The recommended way to install Rasa Core is uing pip:
pip install rasa_core
If you already have rasa_core installed and want to udpate it, run:
pip install -U rasa_core
If you want to use the bleeding edge version of Rasa, use github + setup.py:
git clone https://github.com/RasaHQ/rasa_core.git
cd rasa_core
pip install -r requirements.txt
pip install -e .
We used Rasa NLU for intent classification & entity extraction. To get it, run
pip install rasa_nlu[tensorflow]
If you want to use the bleeding edge verion, use github + setup.py:
git clone https://github.com/RasaHQ/rasa_nlu.git
cd rasa_nlu
pip install -r requirements.txt
pip install -e .
The processing pipeline we used with rasa NLU is a combination of spaCy and scikit-learn.

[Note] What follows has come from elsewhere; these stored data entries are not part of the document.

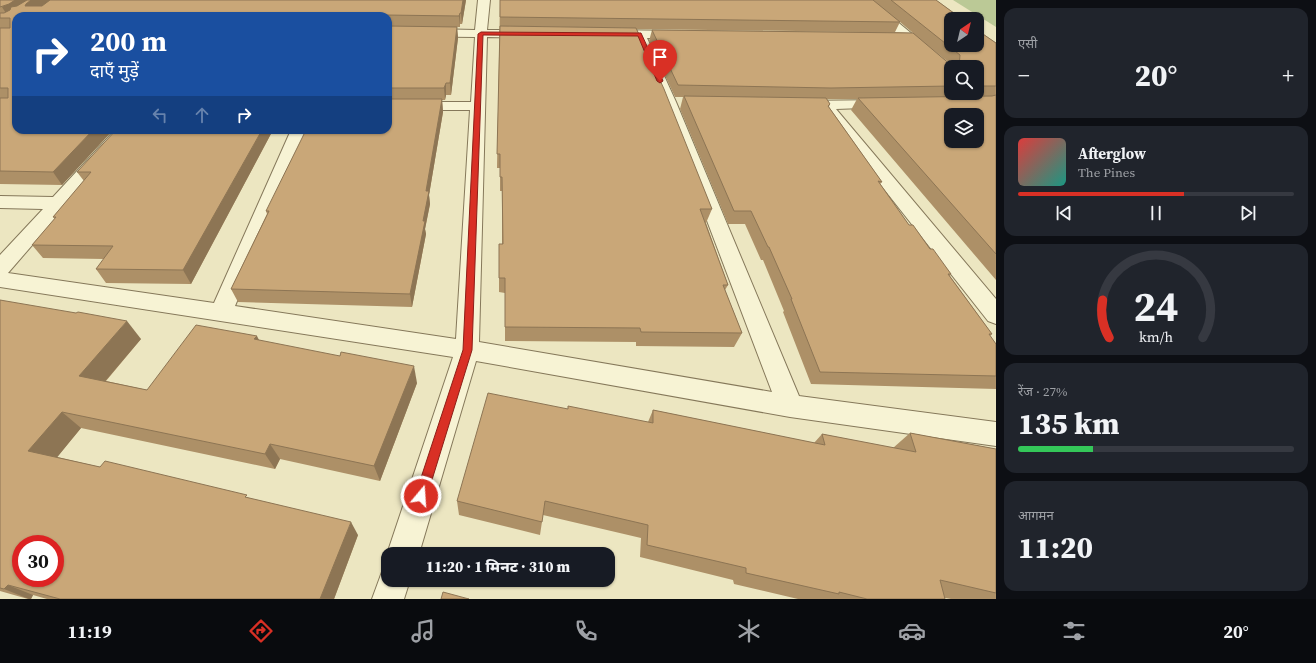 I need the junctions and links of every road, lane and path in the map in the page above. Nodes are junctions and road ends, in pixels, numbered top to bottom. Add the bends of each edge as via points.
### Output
1 (484, 0) edge
2 (864, 0) edge
3 (392, 32) edge
4 (481, 34) junction
5 (544, 34) edge
6 (600, 34) edge
7 (640, 34) junction
8 (695, 35) edge
9 (895, 38) edge
10 (911, 38) junction
11 (944, 67) edge
12 (786, 104) edge
13 (897, 104) edge
14 (825, 105) junction
15 (392, 106) edge
16 (479, 106) junction
17 (120, 134) edge
18 (297, 134) edge
19 (0, 202) edge
20 (58, 204) junction
21 (0, 268) edge
22 (0, 279) edge
23 (221, 313) junction
24 (996, 315) edge
25 (468, 350) junction
26 (790, 406) junction
27 (996, 434) edge
28 (405, 547) edge
29 (392, 587) edge
30 (388, 599) edge

1 - 4 street
2 - 10 street
3 - 4 street
4 - 5 street
4 - 16 street
6 - 7 street
7 - 8 street
7 - 26 street via 677,102
9 - 10 street
10 - 11 street
12 - 14 street
13 - 14 street
14 - 24 street
15 - 16 street
16 - 25 street
17 - 20 street
18 - 23 street
19 - 20 street
20 - 21 street
22 - 23 street
23 - 25 street
25 - 26 street
25 - 28 street
26 - 27 street
29 - 30 street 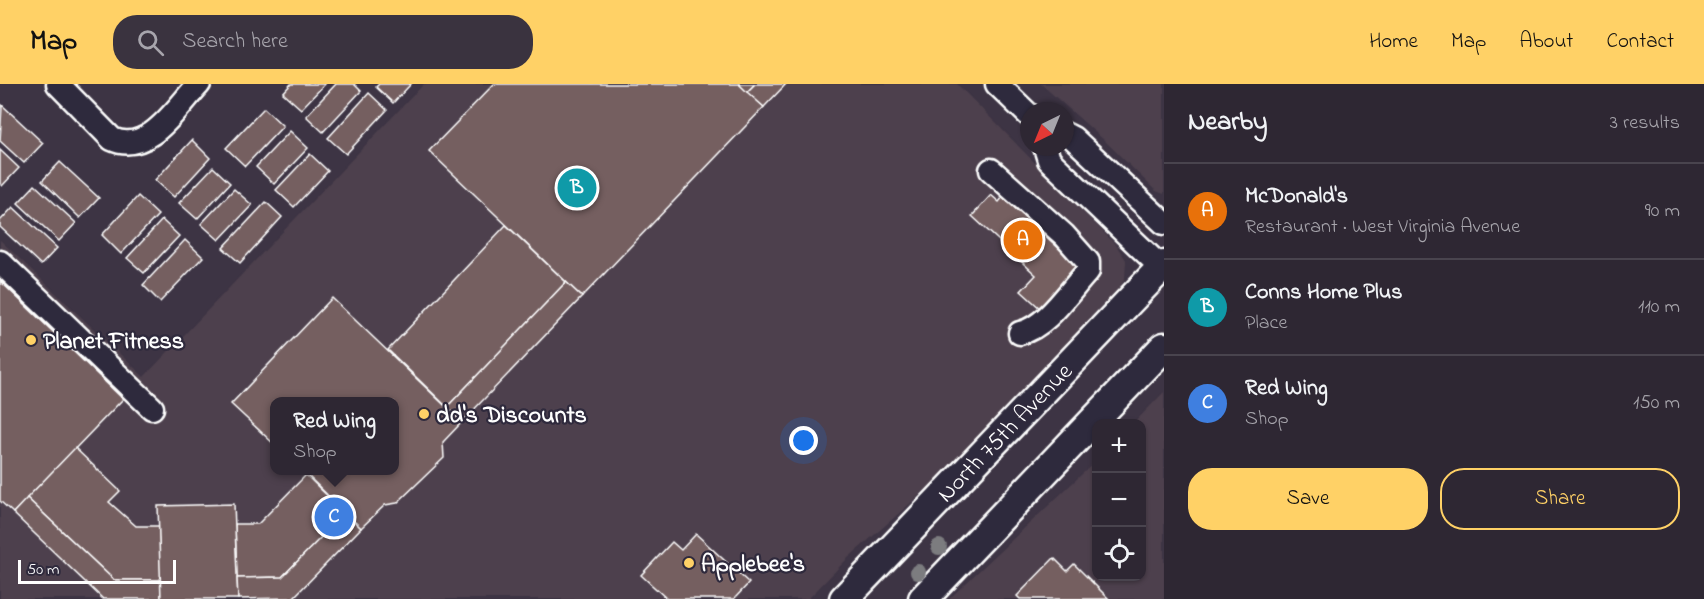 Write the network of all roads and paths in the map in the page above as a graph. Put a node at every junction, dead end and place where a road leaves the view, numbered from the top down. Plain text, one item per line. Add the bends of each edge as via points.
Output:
1 (58, 84) edge
2 (199, 84) edge
3 (997, 84) edge
4 (1020, 106) edge
5 (1074, 139) edge
6 (1048, 156) edge
7 (991, 170) dead end
8 (1164, 223) edge
9 (0, 262) edge
10 (1163, 268) edge
11 (1020, 333) dead end
12 (1164, 347) edge
13 (152, 408) dead end
14 (844, 599) edge
15 (923, 599) edge

1 - 2 street via 112,139 123,144 134,144 153,133
3 - 4 street
5 - 8 street
6 - 10 street
7 - 11 street via 1064,235 1088,262 1088,271 1044,318 1032,330
9 - 13 street
10 - 14 main road, North 75th Avenue
12 - 15 main road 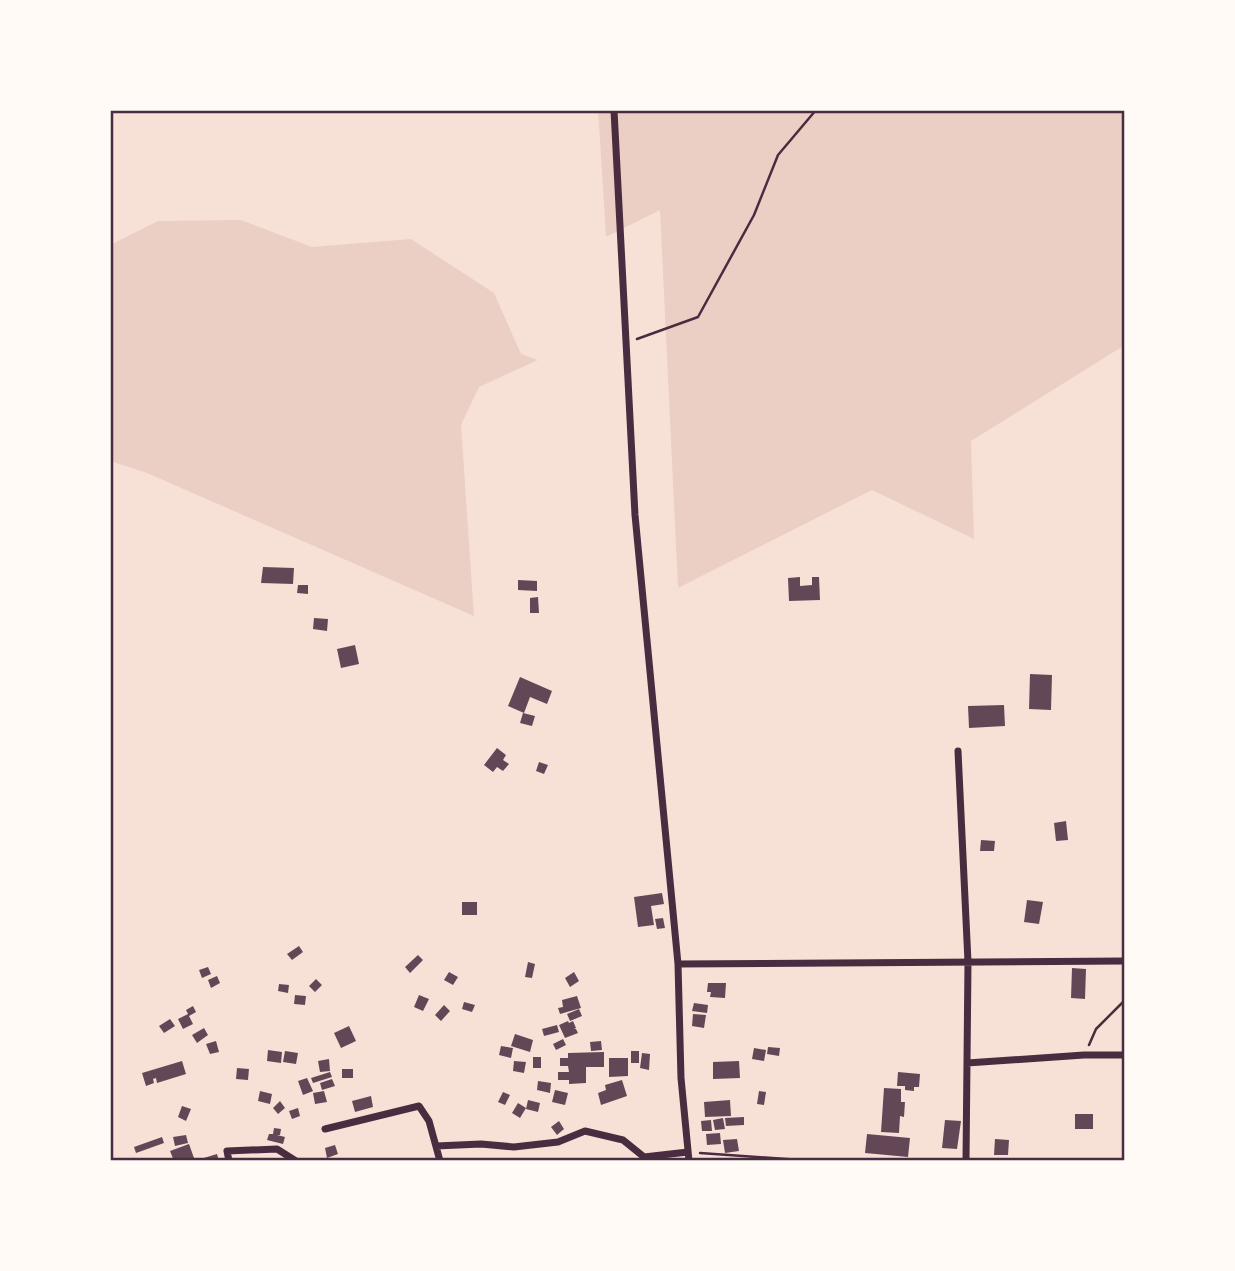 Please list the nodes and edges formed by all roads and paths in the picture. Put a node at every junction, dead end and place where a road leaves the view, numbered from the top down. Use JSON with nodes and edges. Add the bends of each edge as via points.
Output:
{"nodes":[{"id":1,"x":614,"y":110,"type":"edge"},
{"id":2,"x":816,"y":110,"type":"edge"},
{"id":3,"x":626,"y":342,"type":"junction"},
{"id":4,"x":958,"y":751,"type":"dead end"},
{"id":5,"x":1125,"y":961,"type":"edge"},
{"id":6,"x":968,"y":962,"type":"junction"},
{"id":7,"x":678,"y":964,"type":"junction"},
{"id":8,"x":1125,"y":1000,"type":"edge"},
{"id":9,"x":1084,"y":1055,"type":"junction"},
{"id":10,"x":1125,"y":1055,"type":"edge"},
{"id":11,"x":967,"y":1063,"type":"junction"},
{"id":12,"x":324,"y":1129,"type":"dead end"},
{"id":13,"x":436,"y":1146,"type":"junction"},
{"id":14,"x":688,"y":1156,"type":"edge"},
{"id":15,"x":229,"y":1161,"type":"edge"},
{"id":16,"x":296,"y":1161,"type":"edge"},
{"id":17,"x":440,"y":1161,"type":"edge"},
{"id":18,"x":815,"y":1161,"type":"edge"},
{"id":19,"x":966,"y":1161,"type":"edge"}],
"edges":[{"from":1,"to":3,"type":"street"},
{"from":2,"to":3,"type":"path","via":[[778,155],[754,215],[698,317]]},
{"from":3,"to":7,"type":"street","via":[[635,515]]},
{"from":4,"to":6,"type":"street"},
{"from":5,"to":6,"type":"street"},
{"from":6,"to":7,"type":"street"},
{"from":6,"to":11,"type":"street"},
{"from":7,"to":14,"type":"street"},
{"from":8,"to":9,"type":"path","via":[[1096,1029]]},
{"from":9,"to":10,"type":"street"},
{"from":9,"to":11,"type":"street"},
{"from":11,"to":19,"type":"street"},
{"from":12,"to":13,"type":"street","via":[[419,1106]]},
{"from":13,"to":14,"type":"street","via":[[514,1147],[558,1142],[585,1130],[623,1140],[644,1157]]},
{"from":13,"to":17,"type":"street"},
{"from":14,"to":18,"type":"path"},
{"from":15,"to":16,"type":"street","via":[[227,1151],[277,1149]]}]} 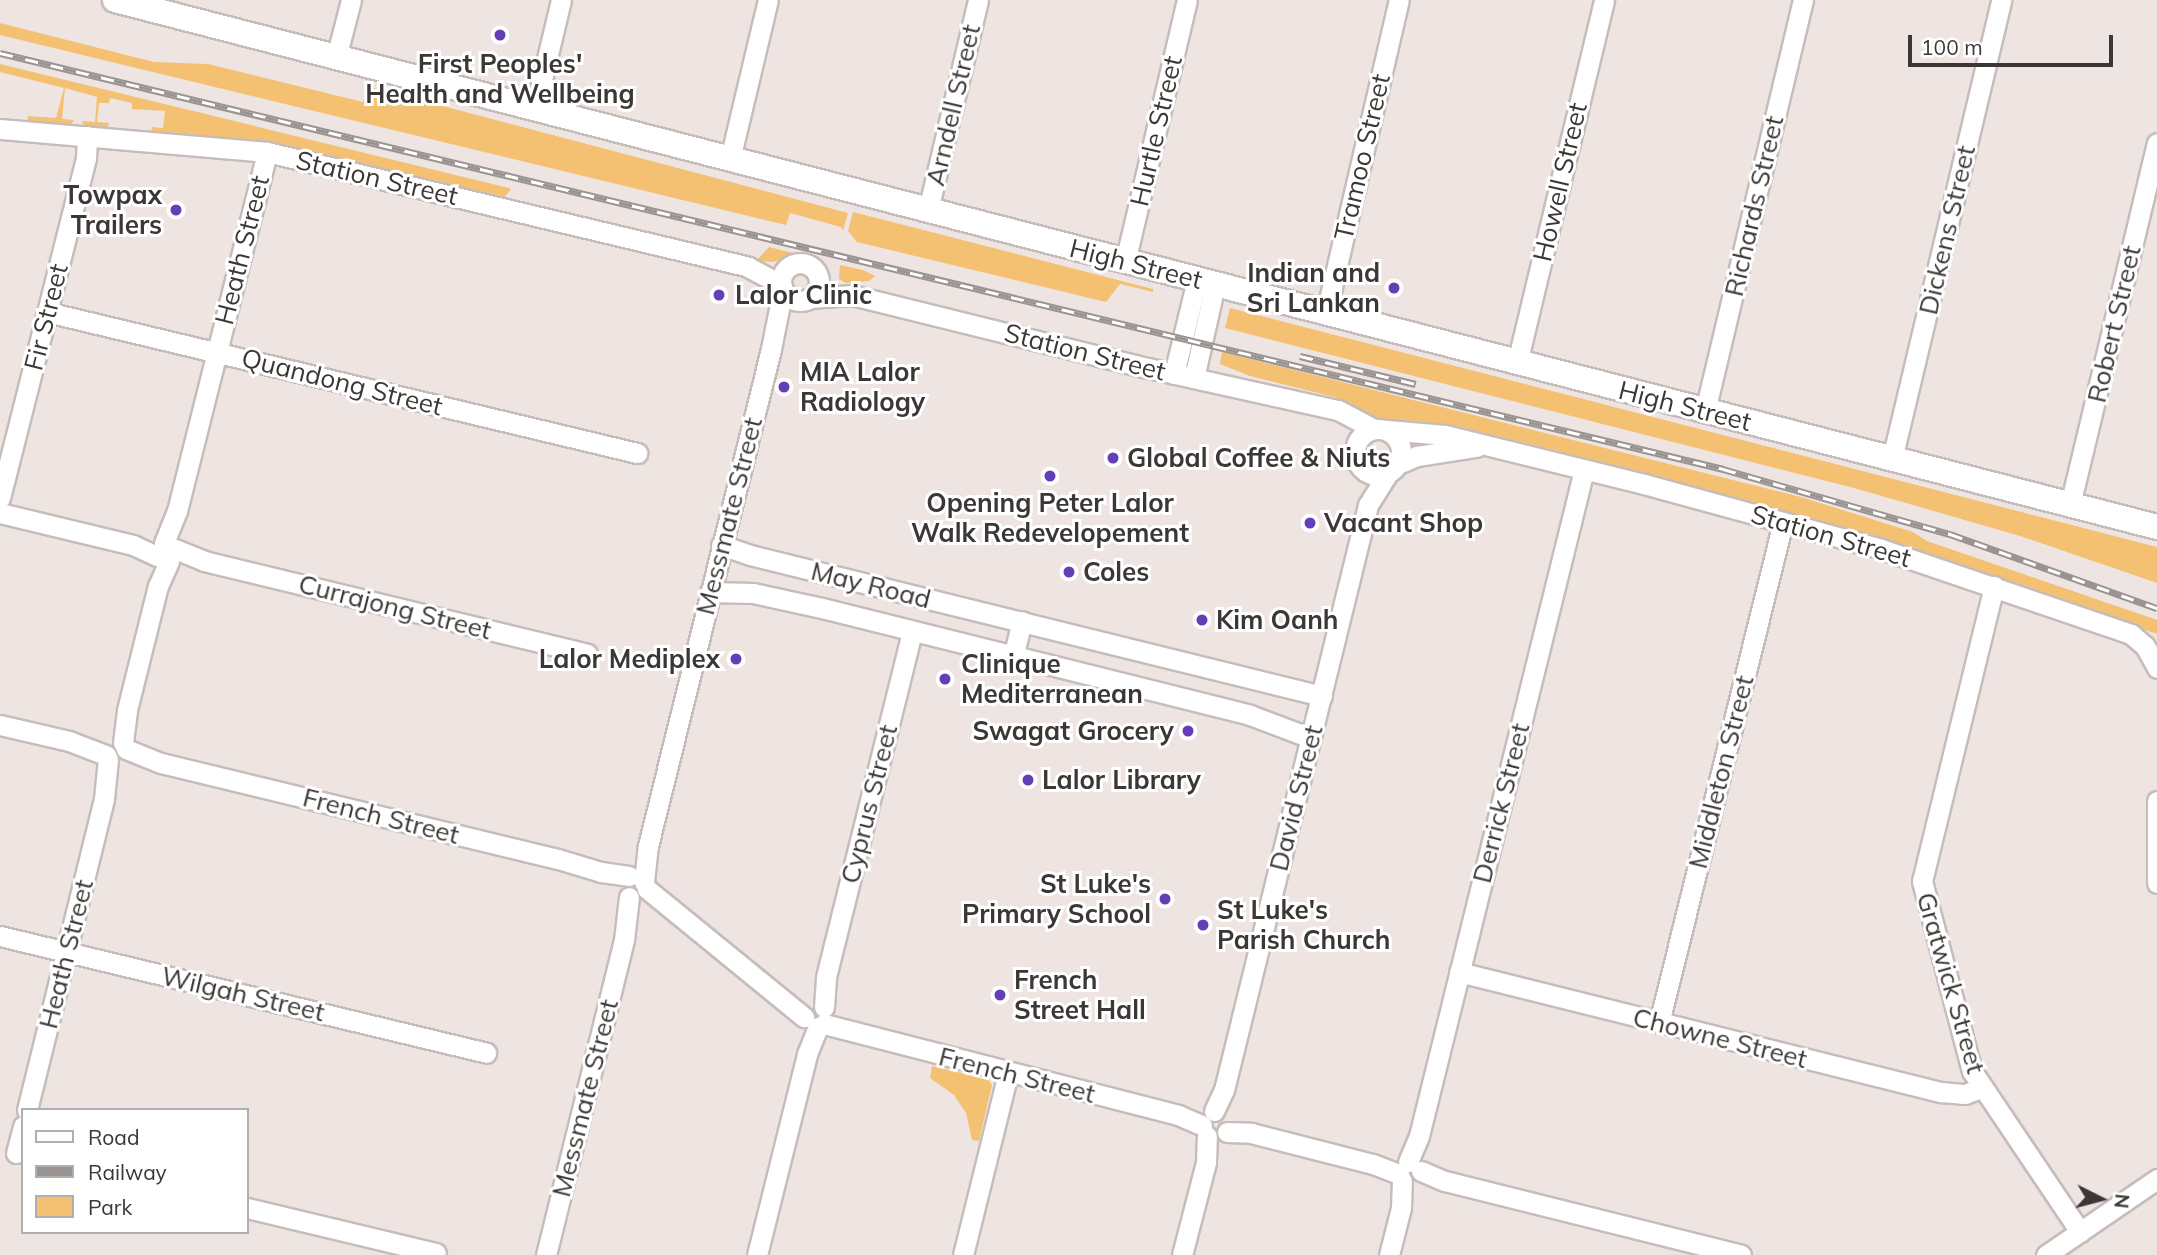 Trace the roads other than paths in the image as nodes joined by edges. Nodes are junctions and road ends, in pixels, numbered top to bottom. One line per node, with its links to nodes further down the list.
1 (351, 0): 11 (street)
2 (561, 0): 12 (street)
3 (768, 0): 17 (street)
4 (978, 0): 18 (street, Arndell Street)
5 (1187, 0): 19 (street, Hurtle Street)
6 (1399, 0): 28 (street, Tramoo Street)
7 (1604, 0): 31 (street, Howell Street)
8 (1802, 0): 35 (street, Richards Street)
9 (2001, 0): 40 (street, Dickens Street)
10 (125, 1): 11 (main road, High Street)
11 (337, 58): 12 (main road, High Street)
12 (535, 109): 17 (main road, High Street)
13 (0, 129): 14 (street, Station Street)
14 (87, 136): 16 (street, Station Street); 27 (street, Fir Street)
15 (2157, 143): 46 (street, Robert Street)
16 (267, 152): 21 (street, Station Street); 30 (street, Heath Street)
17 (730, 159): 18 (main road, High Street)
18 (928, 210): 19 (main road, High Street)
19 (1125, 262): 23 (main road, High Street)
20 (792, 265): 21 (street, Station Street); 22 (street); 24 (street)
21 (748, 267): 24 (street, Station Street)
22 (818, 274): 25 (street, Station Street); 26 (street)
23 (1206, 282): 28 (main road, High Street); 32 (street); 33 (street)
24 (782, 287): 26 (street); 29 (street, Messmate Street)
25 (852, 295): 26 (street, Station Street); 32 (street, Station Street)
26 (806, 300): 29 (street, Messmate Street)
27 (47, 312): 30 (street, Quandong Street); 44 (street, Fir Street)
28 (1326, 313): 31 (main road, High Street)
29 (771, 349): 50 (street, Messmate Street)
30 (216, 352): 39 (street, Quandong Street); 51 (street, Heath Street)
31 (1517, 363): 35 (main road, High Street)
32 (1174, 374): 33 (street, Station Street)
33 (1194, 379): 34 (street, Station Street)
34 (1319, 407): 36 (street, Station Street); 37 (street, Station Street)
35 (1705, 411): 40 (main road, High Street)
36 (1380, 430): 37 (street); 38 (street, Station Street); 42 (street)
37 (1355, 447): 41 (street)
38 (1484, 447): 42 (street, Station Street); 43 (street, Station Street)
39 (637, 453)
40 (1892, 460): 46 (main road, High Street)
41 (1362, 469): 42 (street); 45 (street, David Street)
42 (1393, 469): 45 (street, David Street)
43 (1584, 470): 48 (street, Station Street); 68 (street, Derrick Street)
44 (0, 498)
45 (1368, 505): 59 (street, David Street)
46 (2070, 505): 49 (main road, High Street)
47 (0, 513): 51 (street, Currajong Street)
48 (1783, 522): 52 (street, Station Street); 70 (street, Middleton Street)
49 (2157, 527)
50 (721, 545): 53 (street, Messmate Street); 54 (street, May Road)
51 (166, 552): 56 (street, Currajong Street); 62 (street, Heath Street)
52 (1994, 586): 58 (street, Station Street); 73 (street, Gratwick Street)
53 (710, 592): 55 (street, May Road); 65 (street, Messmate Street)
54 (1022, 621): 57 (street); 59 (street, May Road)
55 (912, 631): 57 (street, May Road); 69 (street, Cyprus Street)
56 (587, 653)
57 (1013, 657): 61 (street, May Road)
58 (2157, 668)
59 (1322, 696): 61 (street, David Street)
60 (0, 725): 62 (street, French Street)
61 (1311, 738): 75 (street, David Street)
62 (116, 751): 65 (street, French Street); 67 (street, Heath Street)
63 (2157, 801): 64 (street)
64 (2157, 883)
65 (637, 890): 69 (street, French Street); 83 (street, Messmate Street)
66 (0, 936): 67 (street, Wilgah Street)
67 (66, 952): 71 (street, Wilgah Street); 74 (street, Heath Street)
68 (1459, 972): 70 (street, Chowne Street); 78 (street, Derrick Street)
69 (816, 1015): 72 (street, French Street); 84 (street, Cyprus Street)
70 (1659, 1023): 73 (street, Chowne Street)
71 (486, 1052)
72 (1008, 1073): 75 (street, French Street); 85 (street)
73 (1981, 1088): 81 (street, Gratwick Street)
74 (27, 1108)
75 (1216, 1124): 78 (street, French Street); 86 (street, David Street)
76 (21, 1131): 77 (street)
77 (13, 1152)
78 (1410, 1173): 87 (street, Derrick Street); 88 (street, French Street)
79 (2157, 1179): 81 (street)
80 (248, 1208): 82 (street)
81 (2080, 1232): 89 (street)
82 (436, 1253)
83 (546, 1255)
84 (757, 1255)
85 (963, 1255)
86 (1182, 1255)
87 (1389, 1255)
88 (1741, 1255)
89 (2046, 1255)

Installing spacy just requires:
pip install rasa_nlu[spacy]
python -m spacy download en_core_web_md
python -m spacy link en_core_web_md en
Next, you need to clone the Github repository:
git clone https://github.com/Gooey101/Hadoop-Chatbot.git
You can now go into that directory and access all the files.
Once you have successfully installed Rasa and cloned the repo, you can now begin training. In the Command Prompt, run this command:
python bot.py train
This will run NLU and Dialogue training. If you only want to run one of these, you can use the train-nlu
or train-dialogue
command instead.
Note: Dialogue training will take longer than NLU training.
First, you need to install rasa-addons:
pip install rasa-addons
While in the directory, launching the website requires this command:
python website.py
The website will take a few moments to load. You can access it by clicking on the index.html file to open it in your browser. The backend will continue running until the window is closed.
Inside the Chatito folder, you will find text files that contain the settings for Chatito. Using these files on Chatito will generate the training data we used.
This is not something we looked into, but may be useful in the future if not using Rasa's paid-for platform: Rasa Dashboard.